#### Exercise description
Nothing in the data should be left out, so repeat it all exactly.
Start of Data extract
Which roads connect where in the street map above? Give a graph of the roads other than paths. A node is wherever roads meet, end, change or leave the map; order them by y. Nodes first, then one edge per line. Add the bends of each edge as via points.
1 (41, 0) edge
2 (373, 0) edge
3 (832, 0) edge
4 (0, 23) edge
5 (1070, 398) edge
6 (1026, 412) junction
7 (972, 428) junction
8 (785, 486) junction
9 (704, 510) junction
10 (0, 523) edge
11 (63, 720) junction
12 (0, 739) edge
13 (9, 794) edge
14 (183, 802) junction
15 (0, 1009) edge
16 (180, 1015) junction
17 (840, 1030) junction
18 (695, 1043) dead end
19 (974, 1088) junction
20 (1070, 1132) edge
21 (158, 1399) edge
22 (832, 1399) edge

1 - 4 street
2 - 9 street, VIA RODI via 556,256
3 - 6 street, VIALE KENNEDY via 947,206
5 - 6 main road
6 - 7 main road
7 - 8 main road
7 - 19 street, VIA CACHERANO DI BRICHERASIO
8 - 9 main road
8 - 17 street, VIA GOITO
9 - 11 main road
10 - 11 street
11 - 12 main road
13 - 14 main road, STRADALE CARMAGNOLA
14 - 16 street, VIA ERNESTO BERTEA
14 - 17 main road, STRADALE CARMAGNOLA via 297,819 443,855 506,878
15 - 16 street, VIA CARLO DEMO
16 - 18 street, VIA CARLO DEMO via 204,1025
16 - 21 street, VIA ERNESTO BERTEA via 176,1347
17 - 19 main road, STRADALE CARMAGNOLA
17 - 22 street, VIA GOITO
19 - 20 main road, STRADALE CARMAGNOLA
End of Data extract
#### Answer space
Which roads connect where in the street map above? Give a graph of the roads other than paths. A node is wherever roads meet, end, change or leave the map; order them by y. Nodes first, then one edge per line. Add the bends of each edge as via points.
1 (41, 0) edge
2 (373, 0) edge
3 (832, 0) edge
4 (0, 23) edge
5 (1070, 398) edge
6 (1026, 412) junction
7 (972, 428) junction
8 (785, 486) junction
9 (704, 510) junction
10 (0, 523) edge
11 (63, 720) junction
12 (0, 739) edge
13 (9, 794) edge
14 (183, 802) junction
15 (0, 1009) edge
16 (180, 1015) junction
17 (840, 1030) junction
18 (695, 1043) dead end
19 (974, 1088) junction
20 (1070, 1132) edge
21 (158, 1399) edge
22 (832, 1399) edge

1 - 4 street
2 - 9 street, VIA RODI via 556,256
3 - 6 street, VIALE KENNEDY via 947,206
5 - 6 main road
6 - 7 main road
7 - 8 main road
7 - 19 street, VIA CACHERANO DI BRICHERASIO
8 - 9 main road
8 - 17 street, VIA GOITO
9 - 11 main road
10 - 11 street
11 - 12 main road
13 - 14 main road, STRADALE CARMAGNOLA
14 - 16 street, VIA ERNESTO BERTEA
14 - 17 main road, STRADALE CARMAGNOLA via 297,819 443,855 506,878
15 - 16 street, VIA CARLO DEMO
16 - 18 street, VIA CARLO DEMO via 204,1025
16 - 21 street, VIA ERNESTO BERTEA via 176,1347
17 - 19 main road, STRADALE CARMAGNOLA
17 - 22 street, VIA GOITO
19 - 20 main road, STRADALE CARMAGNOLA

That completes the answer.